# EXERCISE AIM:
What follows is a set of records; repeat them exactly, without the pictures.

# Stored data entries:

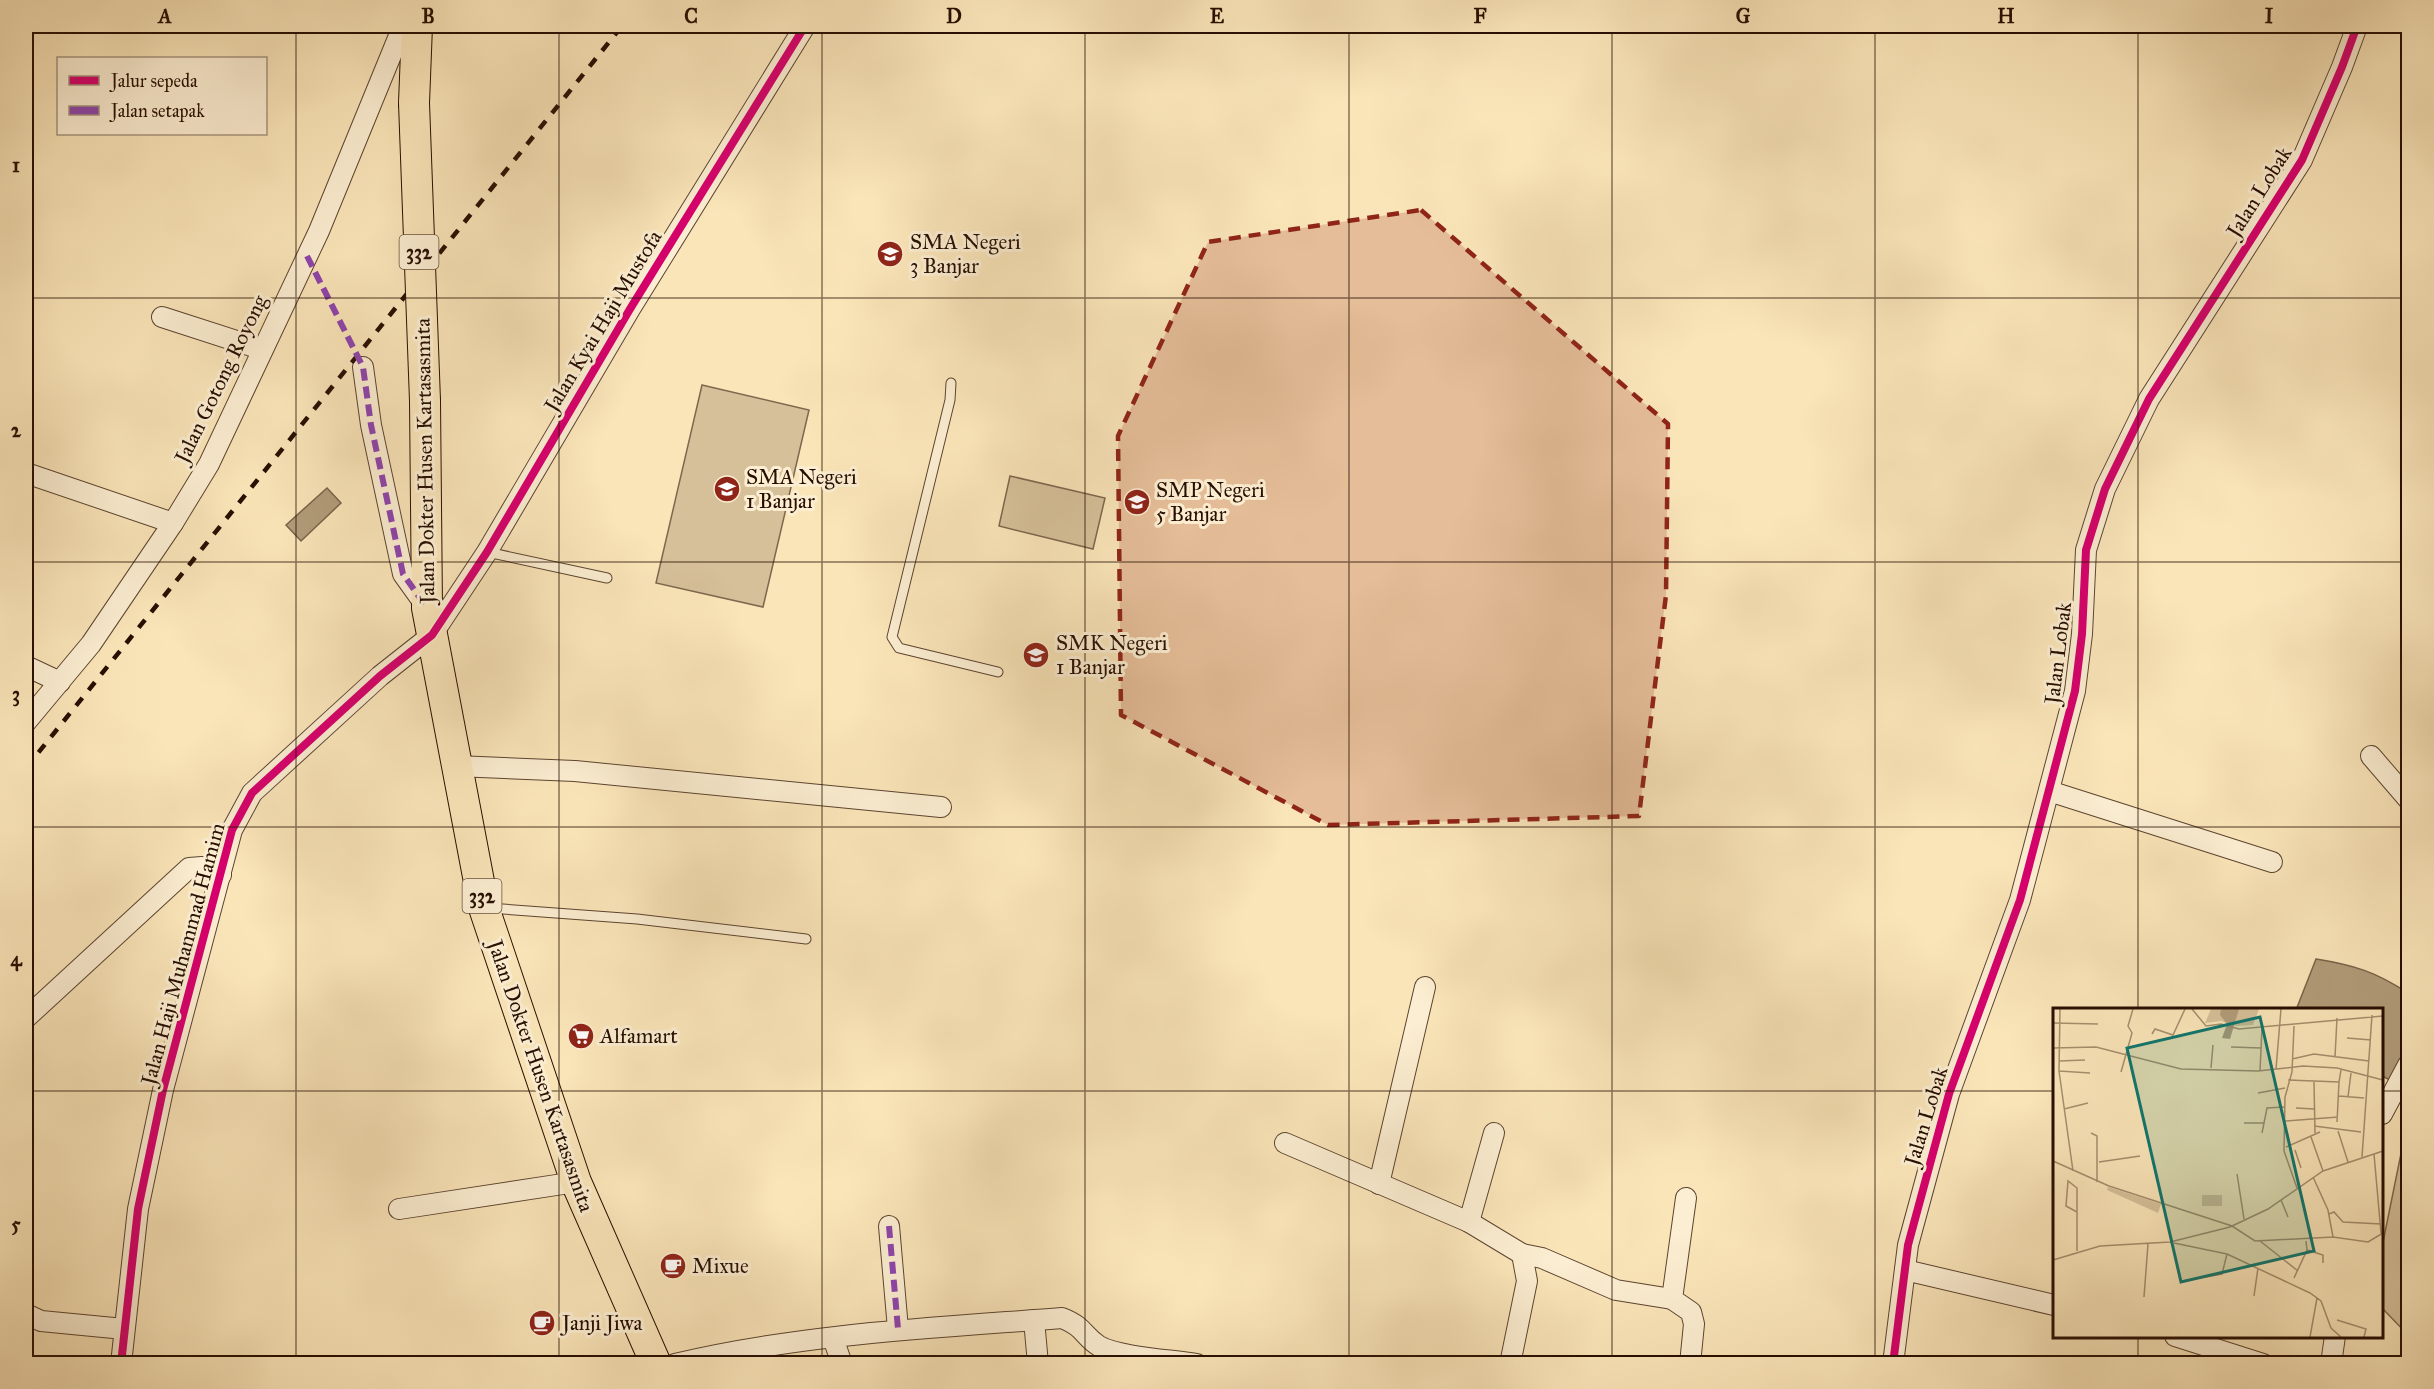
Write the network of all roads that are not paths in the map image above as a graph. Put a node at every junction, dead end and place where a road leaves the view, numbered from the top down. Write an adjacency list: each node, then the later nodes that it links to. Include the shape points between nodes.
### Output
1 (404, 26): 6 (street, Jalan Gotong Royong, via 319,231)
2 (417, 26): 13 (main road, Jalan Dokter Husen Kartasasmita / 332, bridge, via 414,103)
3 (805, 26): 11 (street, Jalan Kyai Haji Mustofa, via 636,299)
4 (2357, 26): 20 (street, Jalan Lobak, via 2302,160 2149,399 2105,489 2086,550 2075,691)
5 (162, 317): 6 (street)
6 (261, 349): 10 (street, Jalan Gotong Royong, via 209,464)
7 (363, 367): 13 (street, via 371,425 403,574)
8 (951, 383): 15 (lane, via 892,637 899,648)
9 (26, 473): 10 (street)
10 (173, 523): 16 (street, Jalan Gotong Royong, via 91,644)
11 (487, 552): 12 (lane); 13 (street, Jalan Kyai Haji Mustofa)
12 (607, 578)
13 (429, 622): 19 (main road, Jalan Dokter Husen Kartasasmita / 332); 24 (street, Jalan Haji Muhammad Hamim, via 380,676 252,794 232,830)
14 (26, 666): 16 (street)
15 (998, 672)
16 (60, 682): 17 (street, Jalan Gotong Royong)
17 (26, 722)
18 (2371, 756): 21 (street)
19 (456, 766): 22 (street, via 575,771); 25 (main road, Jalan Dokter Husen Kartasasmita / 332)
20 (2049, 791): 23 (street); 40 (street, Jalan Lobak, via 2020,900 1949,1094 1908,1245)
21 (2409, 799)
22 (941, 807)
23 (2272, 862)
24 (221, 875): 28 (street, via 202,867 189,868); 45 (street, Jalan Haji Muhammad Hamim, via 163,1090 138,1209)
25 (484, 908): 26 (lane, via 637,919); 33 (main road, Jalan Dokter Husen Kartasasmita / 332)
26 (806, 939)
27 (1425, 987): 34 (street)
28 (26, 1017)
29 (2409, 1065): 30 (street)
30 (2383, 1111)
31 (1494, 1133): 37 (street)
32 (1285, 1143): 34 (street)
33 (576, 1182): 36 (street); 52 (main road, Jalan Dokter Husen Kartasasmita / 332)
34 (1379, 1184): 37 (street)
35 (1686, 1198): 41 (street)
36 (399, 1209)
37 (1469, 1222): 39 (street)
38 (889, 1226): 46 (street)
39 (1522, 1254): 41 (street, via 1542,1258 1616,1290); 57 (street, via 1527,1281)
40 (1905, 1270): 42 (street); 59 (street, Jalan Lobak)
41 (1672, 1299): 58 (street, via 1691,1312 1694,1324)
42 (2053, 1305)
43 (26, 1316): 45 (street)
44 (1034, 1320): 46 (street); 50 (street, via 1062,1318 1078,1324); 55 (street)
45 (124, 1329): 51 (street, Jalan Haji Muhammad Hamim)
46 (898, 1329): 47 (street)
47 (833, 1338): 53 (street, via 747,1348); 54 (street)
48 (2181, 1338): 60 (street)
49 (2335, 1338): 61 (street)
50 (1100, 1355): 56 (street, via 1116,1352)
51 (121, 1364)
52 (656, 1364)
53 (675, 1364)
54 (842, 1364)
55 (1038, 1364)
56 (1197, 1364)
57 (1510, 1364)
58 (1690, 1364)
59 (1893, 1364)
60 (2263, 1364)
61 (2331, 1364)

# ANSWER BOX:
Write the network of all roads that are not paths in the map image above as a graph. Put a node at every junction, dead end and place where a road leaves the view, numbered from the top down. Write an adjacency list: each node, then the later nodes that it links to. Include the shape points between nodes.
### Output
1 (404, 26): 6 (street, Jalan Gotong Royong, via 319,231)
2 (417, 26): 13 (main road, Jalan Dokter Husen Kartasasmita / 332, bridge, via 414,103)
3 (805, 26): 11 (street, Jalan Kyai Haji Mustofa, via 636,299)
4 (2357, 26): 20 (street, Jalan Lobak, via 2302,160 2149,399 2105,489 2086,550 2075,691)
5 (162, 317): 6 (street)
6 (261, 349): 10 (street, Jalan Gotong Royong, via 209,464)
7 (363, 367): 13 (street, via 371,425 403,574)
8 (951, 383): 15 (lane, via 892,637 899,648)
9 (26, 473): 10 (street)
10 (173, 523): 16 (street, Jalan Gotong Royong, via 91,644)
11 (487, 552): 12 (lane); 13 (street, Jalan Kyai Haji Mustofa)
12 (607, 578)
13 (429, 622): 19 (main road, Jalan Dokter Husen Kartasasmita / 332); 24 (street, Jalan Haji Muhammad Hamim, via 380,676 252,794 232,830)
14 (26, 666): 16 (street)
15 (998, 672)
16 (60, 682): 17 (street, Jalan Gotong Royong)
17 (26, 722)
18 (2371, 756): 21 (street)
19 (456, 766): 22 (street, via 575,771); 25 (main road, Jalan Dokter Husen Kartasasmita / 332)
20 (2049, 791): 23 (street); 40 (street, Jalan Lobak, via 2020,900 1949,1094 1908,1245)
21 (2409, 799)
22 (941, 807)
23 (2272, 862)
24 (221, 875): 28 (street, via 202,867 189,868); 45 (street, Jalan Haji Muhammad Hamim, via 163,1090 138,1209)
25 (484, 908): 26 (lane, via 637,919); 33 (main road, Jalan Dokter Husen Kartasasmita / 332)
26 (806, 939)
27 (1425, 987): 34 (street)
28 (26, 1017)
29 (2409, 1065): 30 (street)
30 (2383, 1111)
31 (1494, 1133): 37 (street)
32 (1285, 1143): 34 (street)
33 (576, 1182): 36 (street); 52 (main road, Jalan Dokter Husen Kartasasmita / 332)
34 (1379, 1184): 37 (street)
35 (1686, 1198): 41 (street)
36 (399, 1209)
37 (1469, 1222): 39 (street)
38 (889, 1226): 46 (street)
39 (1522, 1254): 41 (street, via 1542,1258 1616,1290); 57 (street, via 1527,1281)
40 (1905, 1270): 42 (street); 59 (street, Jalan Lobak)
41 (1672, 1299): 58 (street, via 1691,1312 1694,1324)
42 (2053, 1305)
43 (26, 1316): 45 (street)
44 (1034, 1320): 46 (street); 50 (street, via 1062,1318 1078,1324); 55 (street)
45 (124, 1329): 51 (street, Jalan Haji Muhammad Hamim)
46 (898, 1329): 47 (street)
47 (833, 1338): 53 (street, via 747,1348); 54 (street)
48 (2181, 1338): 60 (street)
49 (2335, 1338): 61 (street)
50 (1100, 1355): 56 (street, via 1116,1352)
51 (121, 1364)
52 (656, 1364)
53 (675, 1364)
54 (842, 1364)
55 (1038, 1364)
56 (1197, 1364)
57 (1510, 1364)
58 (1690, 1364)
59 (1893, 1364)
60 (2263, 1364)
61 (2331, 1364)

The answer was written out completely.